Sanctum [Blu-Ray] Alister Grierson
If I were to take a stab at the point of Sanctum ― a movie about pretty white people yelling at each other in an unexplored underwater cave system for two hours ― it would have to be "caves are scary" or "responding emotionally to a tough situation will get you killed ironically." I suppose it's not much of a surprise that there's literally nothing going on in this sterile peril porn, given that it only exists because James Cameron thought it was neat that his diving technical collaborator on Ghosts of the Abyss, Andrew Wight, was trapped in a cave system back in 1988. The actual script and hired director were mere afterthoughts, scraping together familiar plot conventions and archetypal characters struggling with either inexperience or paternal resentment ― the old standbys ― in order to justify some decent cinematography in a narrative capacity. To expand, there's an effeminate, malnourished teenager (Rhys Wakefield) that has to learn about sacrifice from his stoic, wooden father (Richard Roxburgh), bridging that gap of implicit male righteousness. There is also an egocentric American (Ioan Gruffudd) along for the ride, with his cave virgin girlfriend (Alice Parkinson) and some kooky comic relief (Dan Wyllie) who, you know, makes goofy faces and hushed, glib remarks sort of like Uncle Joey on Full House.

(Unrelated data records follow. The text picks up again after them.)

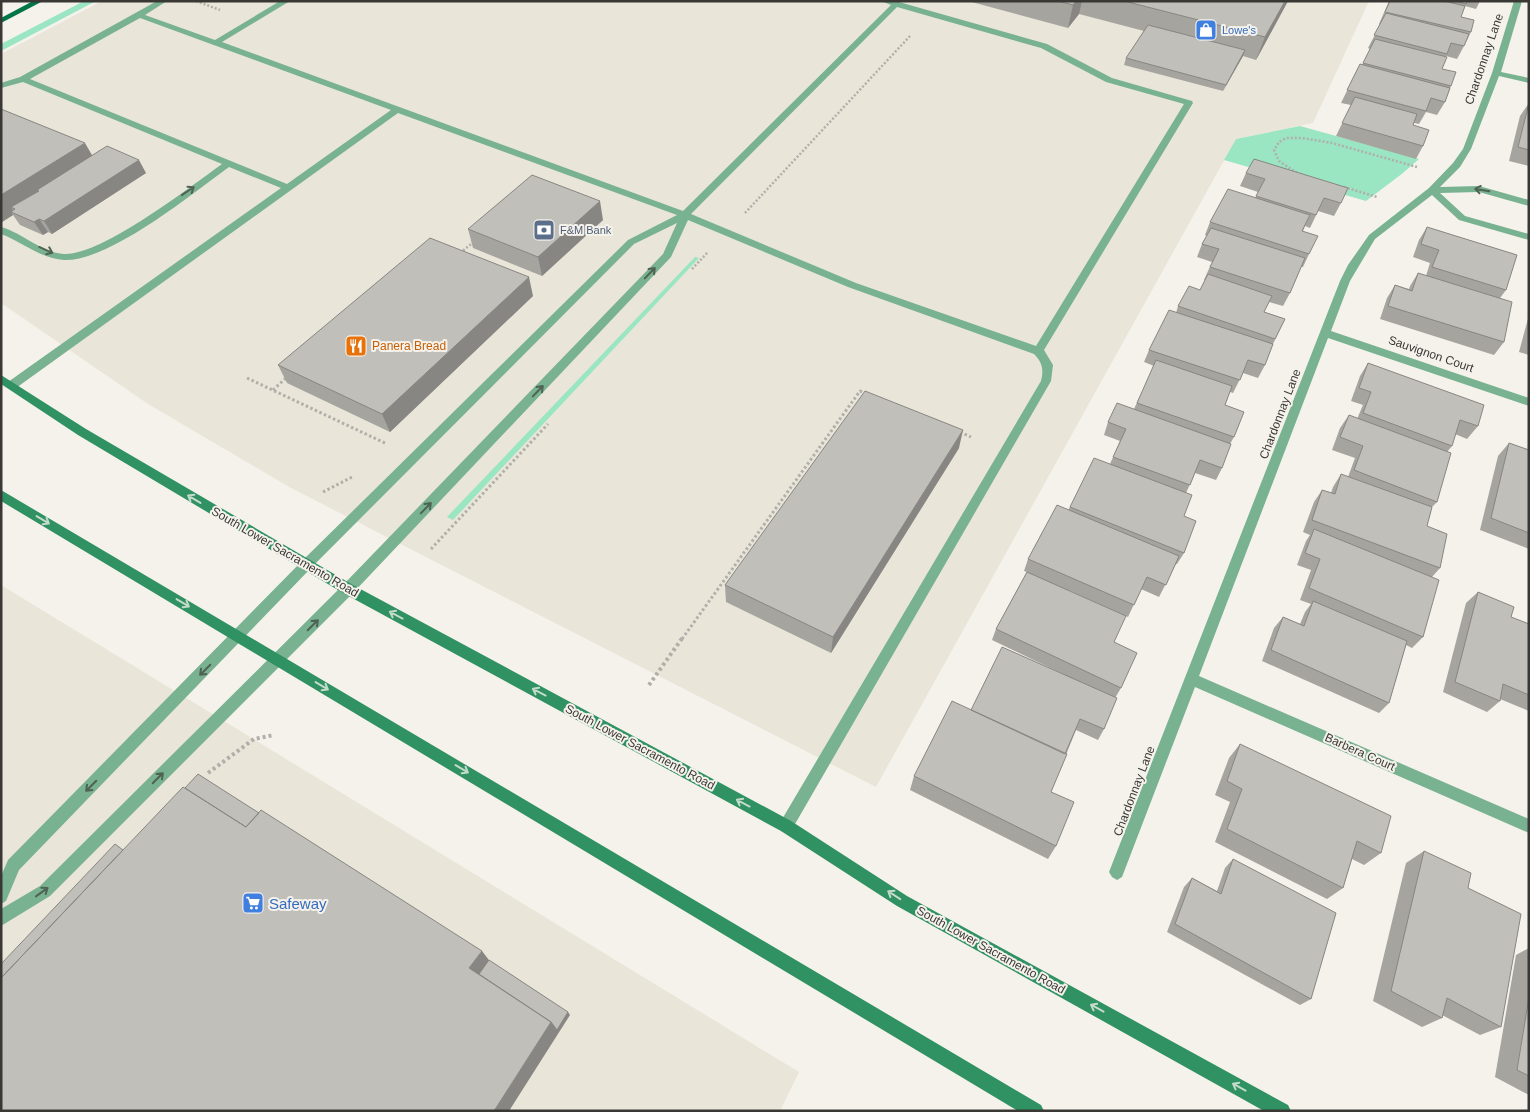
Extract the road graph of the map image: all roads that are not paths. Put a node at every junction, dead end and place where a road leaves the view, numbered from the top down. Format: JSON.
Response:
{"nodes":[{"id":1,"x":40,"y":1,"type":"edge"},
{"id":2,"x":163,"y":1,"type":"edge"},
{"id":3,"x":286,"y":1,"type":"edge"},
{"id":4,"x":885,"y":1,"type":"edge"},
{"id":5,"x":1518,"y":1,"type":"edge"},
{"id":6,"x":896,"y":4,"type":"junction"},
{"id":7,"x":139,"y":14,"type":"junction"},
{"id":8,"x":1,"y":21,"type":"edge"},
{"id":9,"x":215,"y":43,"type":"junction"},
{"id":10,"x":1496,"y":73,"type":"junction"},
{"id":11,"x":23,"y":79,"type":"junction"},
{"id":12,"x":1529,"y":82,"type":"edge"},
{"id":13,"x":1,"y":86,"type":"edge"},
{"id":14,"x":397,"y":110,"type":"junction"},
{"id":15,"x":229,"y":163,"type":"junction"},
{"id":16,"x":288,"y":188,"type":"junction"},
{"id":17,"x":1432,"y":190,"type":"junction"},
{"id":18,"x":1529,"y":203,"type":"edge"},
{"id":19,"x":685,"y":216,"type":"junction"},
{"id":20,"x":1,"y":230,"type":"edge"},
{"id":21,"x":1529,"y":237,"type":"edge"},
{"id":22,"x":1325,"y":333,"type":"junction"},
{"id":23,"x":1038,"y":351,"type":"junction"},
{"id":24,"x":7,"y":382,"type":"edge"},
{"id":25,"x":1529,"y":402,"type":"edge"},
{"id":26,"x":1,"y":495,"type":"edge"},
{"id":27,"x":307,"y":564,"type":"junction"},
{"id":28,"x":348,"y":589,"type":"junction"},
{"id":29,"x":240,"y":635,"type":"junction"},
{"id":30,"x":278,"y":659,"type":"junction"},
{"id":31,"x":1192,"y":679,"type":"junction"},
{"id":32,"x":786,"y":826,"type":"junction"},
{"id":33,"x":1529,"y":826,"type":"edge"},
{"id":34,"x":1117,"y":872,"type":"dead end"},
{"id":35,"x":1,"y":896,"type":"edge"},
{"id":36,"x":1,"y":918,"type":"edge"},
{"id":37,"x":1035,"y":1111,"type":"edge"},
{"id":38,"x":1282,"y":1111,"type":"edge"}],
"edges":[{"from":1,"to":8,"type":"main road"},
{"from":2,"to":7,"type":"street"},
{"from":3,"to":9,"type":"street"},
{"from":4,"to":6,"type":"street"},
{"from":5,"to":10,"type":"street","name":"Chardonnay Lane"},
{"from":6,"to":19,"type":"street"},
{"from":6,"to":23,"type":"street"},
{"from":7,"to":9,"type":"street"},
{"from":7,"to":11,"type":"street"},
{"from":9,"to":14,"type":"street"},
{"from":10,"to":12,"type":"street"},
{"from":10,"to":17,"type":"street","name":"Chardonnay Lane"},
{"from":11,"to":13,"type":"street"},
{"from":11,"to":15,"type":"street"},
{"from":14,"to":16,"type":"street"},
{"from":14,"to":19,"type":"street"},
{"from":15,"to":16,"type":"street"},
{"from":20,"to":15,"type":"street","one_way":true},
{"from":16,"to":24,"type":"street"},
{"from":18,"to":17,"type":"street","one_way":true},
{"from":17,"to":21,"type":"street"},
{"from":17,"to":22,"type":"street","name":"Chardonnay Lane"},
{"from":19,"to":23,"type":"street"},
{"from":19,"to":27,"type":"street"},
{"from":28,"to":19,"type":"street","one_way":true},
{"from":22,"to":25,"type":"street","name":"Sauvignon Court"},
{"from":22,"to":31,"type":"street","name":"Chardonnay Lane"},
{"from":23,"to":32,"type":"street"},
{"from":27,"to":24,"type":"main road","name":"South Lower Sacramento Road","one_way":true},
{"from":26,"to":29,"type":"main road","one_way":true},
{"from":27,"to":28,"type":"main road","name":"South Lower Sacramento Road"},
{"from":27,"to":29,"type":"street"},
{"from":30,"to":28,"type":"street","one_way":true},
{"from":32,"to":28,"type":"main road","name":"South Lower Sacramento Road","one_way":true},
{"from":29,"to":30,"type":"main road"},
{"from":29,"to":35,"type":"street","one_way":true},
{"from":36,"to":30,"type":"street","one_way":true},
{"from":30,"to":37,"type":"main road","one_way":true},
{"from":31,"to":33,"type":"street","name":"Barbera Court"},
{"from":31,"to":34,"type":"street","name":"Chardonnay Lane"},
{"from":38,"to":32,"type":"main road","name":"South Lower Sacramento Road","one_way":true}]}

One of them is caught in a harness, another one gets the bends and one of them even goes bat-shit insane. Can you guess who dies which way? Perhaps superior cave films like The Descent have spoiled flat, mediocre nonsense like Sanctum by actually developing characters and effectively demonstrating tension, or maybe there are folks out there that want to see interchangeable ciphers yell, bleed and swim through small crevices while a soundtrack tries to compensate for the lack of tonal trajectory. I can't really say, but what I can say is that not a single moment of this milquetoast thriller comes off as sincere, rather every line of dialogue and moment of danger feels like it was written down by someone rushing to meet a deadline the night before it's due. The Blu-Ray includes a commentary track that expands upon some of the complications in filming, which is elaborated on in the three-segment documentary, wherein we learn of James Cameron's involvement and the many apathetic employees hired on in an artistic capacity. (Universal)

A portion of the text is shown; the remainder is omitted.